Japan is spreading the use of its currency in international bond issues and also encouraging its citizens to travel and invest abroad.

That’s where mixed blessings for Americans come in. Eight million Japanese tourists, encouraged by $1,600 duty-free allowances to bring home foreign goods, won’t be a problem. Shops in Los Angeles and New York are hanging out the welcome signs.

But real estate investment could be a problem. Circulars distributed with daily newspapers in Tokyo these days advertise five-bedroom houses for $300,000 in Laguna Niguel and San Clemente. The Japanese are amazed; $300,000 buys a broom closet in Tokyo, where a 700-square-foot apartment can go for half a million.

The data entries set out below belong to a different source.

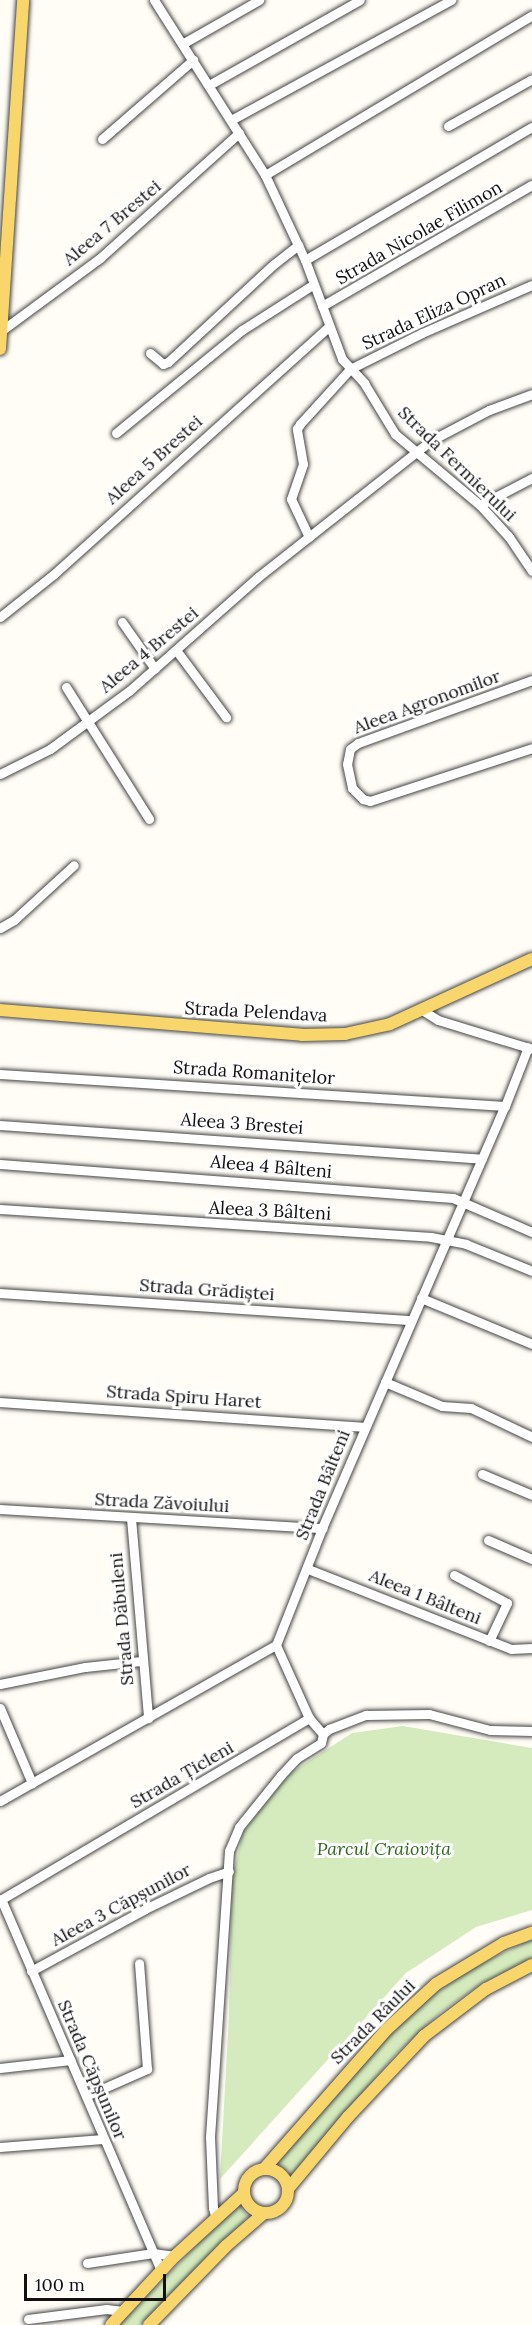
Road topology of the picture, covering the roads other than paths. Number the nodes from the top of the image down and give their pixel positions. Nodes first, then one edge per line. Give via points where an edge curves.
1 (23, 0) edge
2 (154, 0) edge
3 (259, 0) edge
4 (360, 0) edge
5 (451, 0) edge
6 (532, 15) edge
7 (182, 45) junction
8 (193, 60) junction
9 (532, 79) edge
10 (209, 85) junction
11 (231, 120) junction
12 (448, 126) dead end
13 (532, 128) edge
14 (238, 133) junction
15 (102, 138) dead end
16 (265, 175) junction
17 (532, 185) edge
18 (298, 245) junction
19 (305, 260) junction
20 (314, 284) junction
21 (532, 285) edge
22 (322, 306) junction
23 (329, 326) junction
24 (1, 331) edge
25 (0, 349) edge
26 (150, 353) dead end
27 (350, 369) junction
28 (532, 394) edge
29 (116, 433) dead end
30 (416, 453) junction
31 (532, 478) edge
32 (480, 506) junction
33 (309, 537) junction
34 (532, 572) edge
35 (0, 617) edge
36 (122, 622) dead end
37 (176, 651) junction
38 (155, 669) junction
39 (532, 680) edge
40 (66, 687) dead end
41 (225, 717) dead end
42 (88, 721) junction
43 (532, 748) edge
44 (0, 774) edge
45 (149, 819) dead end
46 (74, 866) dead end
47 (0, 928) edge
48 (532, 959) edge
49 (0, 1010) edge
50 (422, 1010) junction
51 (530, 1048) edge
52 (0, 1074) edge
53 (505, 1106) junction
54 (0, 1125) edge
55 (482, 1159) junction
56 (0, 1164) edge
57 (463, 1203) junction
58 (0, 1209) edge
59 (532, 1232) edge
60 (447, 1239) junction
61 (532, 1271) edge
62 (0, 1293) edge
63 (421, 1298) junction
64 (411, 1320) junction
65 (532, 1344) edge
66 (385, 1382) junction
67 (0, 1402) edge
68 (365, 1426) junction
69 (532, 1437) edge
70 (482, 1474) dead end
71 (532, 1495) edge
72 (0, 1509) edge
73 (131, 1518) junction
74 (322, 1528) junction
75 (488, 1540) dead end
76 (532, 1558) edge
77 (308, 1569) junction
78 (454, 1575) dead end
79 (489, 1641) junction
80 (276, 1645) junction
81 (532, 1648) edge
82 (141, 1661) junction
83 (0, 1684) edge
84 (0, 1708) edge
85 (148, 1718) junction
86 (309, 1718) junction
87 (532, 1731) edge
88 (323, 1734) junction
89 (32, 1783) junction
90 (0, 1801) edge
91 (229, 1871) junction
92 (0, 1900) edge
93 (532, 1933) edge
94 (139, 1963) dead end
95 (532, 1965) edge
96 (31, 1971) junction
97 (70, 2060) junction
98 (0, 2067) edge
99 (86, 2096) junction
100 (103, 2139) junction
101 (0, 2147) edge
102 (264, 2169) junction
103 (288, 2189) junction
104 (243, 2194) junction
105 (264, 2213) junction
106 (216, 2219) junction
107 (153, 2253) junction
108 (175, 2256) junction
109 (87, 2263) dead end
110 (161, 2271) junction
111 (123, 2311) junction
112 (28, 2319) dead end
113 (111, 2325) edge
114 (149, 2325) edge

1 - 24 main road
2 - 7 street, Strada Fermierului
3 - 7 street
4 - 10 street
5 - 11 street
6 - 16 street
7 - 8 street, Strada Fermierului
8 - 10 street, Strada Fermierului
8 - 15 street
9 - 12 street
10 - 11 street, Strada Fermierului
11 - 14 street, Strada Fermierului
13 - 19 street
14 - 16 street, Strada Fermierului
14 - 24 street, Aleea 7 Brestei via 100,258
16 - 18 street, Strada Fermierului
17 - 22 street, Strada Nicolae Filimon
18 - 19 street, Strada Fermierului
18 - 26 street via 168,362 163,364
19 - 20 street, Strada Fermierului
20 - 22 street, Strada Fermierului
20 - 29 street via 242,330
21 - 27 street, Strada Eliza Opran
22 - 23 street, Strada Fermierului
23 - 27 street, Strada Fermierului
23 - 35 street, Aleea 5 Brestei via 54,574
24 - 25 main road
27 - 30 street, Strada Fermierului via 364,383 385,422
27 - 33 street via 297,429 303,464 291,499
28 - 30 street, Aleea 4 Brestei via 446,431
30 - 32 street, Strada Fermierului
30 - 33 street, Aleea 4 Brestei
31 - 32 street
32 - 34 street, Strada Fermierului via 509,537
33 - 37 street, Aleea 4 Brestei
36 - 38 street
37 - 38 street, Aleea 4 Brestei
37 - 41 street
38 - 42 street, Aleea 4 Brestei
39 - 43 street, Aleea Agronomilor via 358,743 350,748 346,764 352,788 370,801
40 - 42 street
42 - 44 street, Aleea 4 Brestei via 50,749
42 - 45 street
46 - 47 street
48 - 50 main road, Strada Pelendava
49 - 50 main road, Strada Pelendava via 302,1035 345,1034 390,1024
50 - 51 street, Strada Bâlteni via 438,1020
51 - 53 street, Strada Bâlteni
52 - 53 street, Strada Romanițelor
53 - 55 street, Strada Bâlteni
54 - 55 street, Aleea 3 Brestei
55 - 57 street, Strada Bâlteni
56 - 57 street, Aleea 4 Bâlteni via 375,1191 453,1198
57 - 59 street, Aleea 4 Bâlteni
57 - 60 street, Strada Bâlteni
58 - 60 street, Aleea 3 Bâlteni
60 - 61 street, Aleea 3 Bâlteni
60 - 63 street, Strada Bâlteni
62 - 64 street, Strada Grădiștei
63 - 64 street, Strada Bâlteni
63 - 65 street
64 - 66 street, Strada Bâlteni
66 - 68 street, Strada Bâlteni
66 - 69 street via 442,1406 471,1408
67 - 68 street, Strada Spiru Haret
68 - 74 street, Strada Bâlteni
70 - 71 street
72 - 73 street, Strada Zăvoiului
73 - 74 street, Strada Zăvoiului
73 - 82 street, Strada Dăbuleni
74 - 77 street, Strada Bâlteni
75 - 76 street
77 - 79 street, Aleea 1 Bâlteni
77 - 80 street, Strada Bâlteni
78 - 79 street via 507,1603
79 - 81 street, Aleea 1 Bâlteni via 511,1649
80 - 85 street
80 - 86 street
82 - 83 street via 85,1667
82 - 85 street, Strada Dăbuleni
84 - 89 street
85 - 89 street
86 - 88 street
86 - 92 street, Strada Țicleni
87 - 88 street via 490,1730 429,1714 398,1713 366,1715
88 - 91 street via 321,1743 297,1758 239,1827 229,1851
89 - 90 street
91 - 96 street, Aleea 3 Căpșunilor via 145,1909
91 - 106 street via 210,2137
92 - 96 street, Strada Căpșunilor
93 - 102 main road, Strada Râului via 504,1943 436,1984 386,2030
94 - 99 street via 147,2069
95 - 103 main road via 486,1989 424,2036
96 - 97 street, Strada Căpșunilor
97 - 98 street
97 - 99 street, Strada Căpșunilor
99 - 100 street, Strada Căpșunilor
100 - 101 street
100 - 107 street, Strada Căpșunilor
102 - 103 main road via 279,2172
102 - 104 main road, Strada Râului via 250,2175
103 - 105 main road via 282,2206
104 - 105 main road via 251,2208
104 - 106 main road, Strada Râului
105 - 114 main road
106 - 108 main road, Strada Râului
107 - 108 street
107 - 109 street
107 - 110 street, Strada Căpșunilor
108 - 110 main road, Strada Râului
110 - 111 main road, Strada Râului
111 - 112 street via 106,2309
111 - 113 main road, Strada Râului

The problem? Distorted markets and rising taxes. Already Mayor Frank Fasi of Honolulu is calling for a law directed at Japanese house buying because, while some homeowners reap rising prices, other home buyers are priced out of the market, and all homeowners suffer rising taxes. Miyazawa agrees that the Japanese should restrain themselves “in an area like Hawaii, where our presence is getting to be a bit scandalous.”

Other American feathers are sure to be ruffled when Japanese foreign investments include takeovers--which, says a Tokyo banker, will surge in the next few years. Japanese companies invested $30 billion abroad last year, including $1 billion in China and $12 billion in the United States.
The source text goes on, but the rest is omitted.